Required work – Transcribe each of the entries exactly.

(Records from a data source)

++++++++++

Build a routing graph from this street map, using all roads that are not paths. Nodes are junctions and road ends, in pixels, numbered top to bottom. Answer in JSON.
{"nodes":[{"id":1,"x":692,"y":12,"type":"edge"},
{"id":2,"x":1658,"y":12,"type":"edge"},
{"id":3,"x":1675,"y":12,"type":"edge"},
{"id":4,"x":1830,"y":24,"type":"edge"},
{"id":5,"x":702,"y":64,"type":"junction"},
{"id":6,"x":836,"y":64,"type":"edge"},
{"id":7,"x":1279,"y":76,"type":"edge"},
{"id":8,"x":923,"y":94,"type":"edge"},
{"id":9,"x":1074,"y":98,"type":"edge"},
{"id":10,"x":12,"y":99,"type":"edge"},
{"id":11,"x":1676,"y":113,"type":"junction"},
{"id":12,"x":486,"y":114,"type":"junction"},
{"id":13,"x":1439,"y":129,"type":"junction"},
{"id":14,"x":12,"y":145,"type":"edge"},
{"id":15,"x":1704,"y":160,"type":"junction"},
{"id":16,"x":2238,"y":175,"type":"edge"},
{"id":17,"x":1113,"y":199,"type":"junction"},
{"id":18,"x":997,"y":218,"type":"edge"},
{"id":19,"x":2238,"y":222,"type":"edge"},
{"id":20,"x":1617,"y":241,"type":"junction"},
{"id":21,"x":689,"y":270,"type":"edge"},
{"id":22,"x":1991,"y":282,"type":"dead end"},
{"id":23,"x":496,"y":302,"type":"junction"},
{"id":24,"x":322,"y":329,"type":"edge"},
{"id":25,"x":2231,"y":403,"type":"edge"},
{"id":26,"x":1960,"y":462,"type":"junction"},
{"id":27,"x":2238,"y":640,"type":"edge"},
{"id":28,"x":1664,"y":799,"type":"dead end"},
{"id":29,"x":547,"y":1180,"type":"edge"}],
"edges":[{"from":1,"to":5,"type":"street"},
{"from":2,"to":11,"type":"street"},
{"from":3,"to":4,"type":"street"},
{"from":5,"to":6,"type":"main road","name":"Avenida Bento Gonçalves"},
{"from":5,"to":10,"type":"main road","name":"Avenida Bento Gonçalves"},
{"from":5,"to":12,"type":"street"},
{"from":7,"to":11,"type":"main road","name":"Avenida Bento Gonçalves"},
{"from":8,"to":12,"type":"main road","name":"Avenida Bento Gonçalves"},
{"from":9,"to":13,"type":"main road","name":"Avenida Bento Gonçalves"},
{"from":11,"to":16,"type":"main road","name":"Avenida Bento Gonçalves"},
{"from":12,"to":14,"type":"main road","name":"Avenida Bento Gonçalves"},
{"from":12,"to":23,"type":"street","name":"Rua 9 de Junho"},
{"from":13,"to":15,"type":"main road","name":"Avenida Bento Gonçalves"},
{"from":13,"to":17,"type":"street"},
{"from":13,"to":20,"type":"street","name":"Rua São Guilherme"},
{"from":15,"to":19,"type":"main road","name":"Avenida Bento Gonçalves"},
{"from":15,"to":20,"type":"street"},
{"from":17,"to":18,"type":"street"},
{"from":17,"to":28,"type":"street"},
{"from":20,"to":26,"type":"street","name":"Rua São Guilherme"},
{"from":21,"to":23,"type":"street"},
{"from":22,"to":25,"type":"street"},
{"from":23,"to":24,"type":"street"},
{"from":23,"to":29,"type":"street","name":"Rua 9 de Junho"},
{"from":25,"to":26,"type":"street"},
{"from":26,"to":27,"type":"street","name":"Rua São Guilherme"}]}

++++++++++

Finished exercise –
Build a routing graph from this street map, using all roads that are not paths. Nodes are junctions and road ends, in pixels, numbered top to bottom. Answer in JSON.
{"nodes":[{"id":1,"x":692,"y":12,"type":"edge"},
{"id":2,"x":1658,"y":12,"type":"edge"},
{"id":3,"x":1675,"y":12,"type":"edge"},
{"id":4,"x":1830,"y":24,"type":"edge"},
{"id":5,"x":702,"y":64,"type":"junction"},
{"id":6,"x":836,"y":64,"type":"edge"},
{"id":7,"x":1279,"y":76,"type":"edge"},
{"id":8,"x":923,"y":94,"type":"edge"},
{"id":9,"x":1074,"y":98,"type":"edge"},
{"id":10,"x":12,"y":99,"type":"edge"},
{"id":11,"x":1676,"y":113,"type":"junction"},
{"id":12,"x":486,"y":114,"type":"junction"},
{"id":13,"x":1439,"y":129,"type":"junction"},
{"id":14,"x":12,"y":145,"type":"edge"},
{"id":15,"x":1704,"y":160,"type":"junction"},
{"id":16,"x":2238,"y":175,"type":"edge"},
{"id":17,"x":1113,"y":199,"type":"junction"},
{"id":18,"x":997,"y":218,"type":"edge"},
{"id":19,"x":2238,"y":222,"type":"edge"},
{"id":20,"x":1617,"y":241,"type":"junction"},
{"id":21,"x":689,"y":270,"type":"edge"},
{"id":22,"x":1991,"y":282,"type":"dead end"},
{"id":23,"x":496,"y":302,"type":"junction"},
{"id":24,"x":322,"y":329,"type":"edge"},
{"id":25,"x":2231,"y":403,"type":"edge"},
{"id":26,"x":1960,"y":462,"type":"junction"},
{"id":27,"x":2238,"y":640,"type":"edge"},
{"id":28,"x":1664,"y":799,"type":"dead end"},
{"id":29,"x":547,"y":1180,"type":"edge"}],
"edges":[{"from":1,"to":5,"type":"street"},
{"from":2,"to":11,"type":"street"},
{"from":3,"to":4,"type":"street"},
{"from":5,"to":6,"type":"main road","name":"Avenida Bento Gonçalves"},
{"from":5,"to":10,"type":"main road","name":"Avenida Bento Gonçalves"},
{"from":5,"to":12,"type":"street"},
{"from":7,"to":11,"type":"main road","name":"Avenida Bento Gonçalves"},
{"from":8,"to":12,"type":"main road","name":"Avenida Bento Gonçalves"},
{"from":9,"to":13,"type":"main road","name":"Avenida Bento Gonçalves"},
{"from":11,"to":16,"type":"main road","name":"Avenida Bento Gonçalves"},
{"from":12,"to":14,"type":"main road","name":"Avenida Bento Gonçalves"},
{"from":12,"to":23,"type":"street","name":"Rua 9 de Junho"},
{"from":13,"to":15,"type":"main road","name":"Avenida Bento Gonçalves"},
{"from":13,"to":17,"type":"street"},
{"from":13,"to":20,"type":"street","name":"Rua São Guilherme"},
{"from":15,"to":19,"type":"main road","name":"Avenida Bento Gonçalves"},
{"from":15,"to":20,"type":"street"},
{"from":17,"to":18,"type":"street"},
{"from":17,"to":28,"type":"street"},
{"from":20,"to":26,"type":"street","name":"Rua São Guilherme"},
{"from":21,"to":23,"type":"street"},
{"from":22,"to":25,"type":"street"},
{"from":23,"to":24,"type":"street"},
{"from":23,"to":29,"type":"street","name":"Rua 9 de Junho"},
{"from":25,"to":26,"type":"street"},
{"from":26,"to":27,"type":"street","name":"Rua São Guilherme"}]}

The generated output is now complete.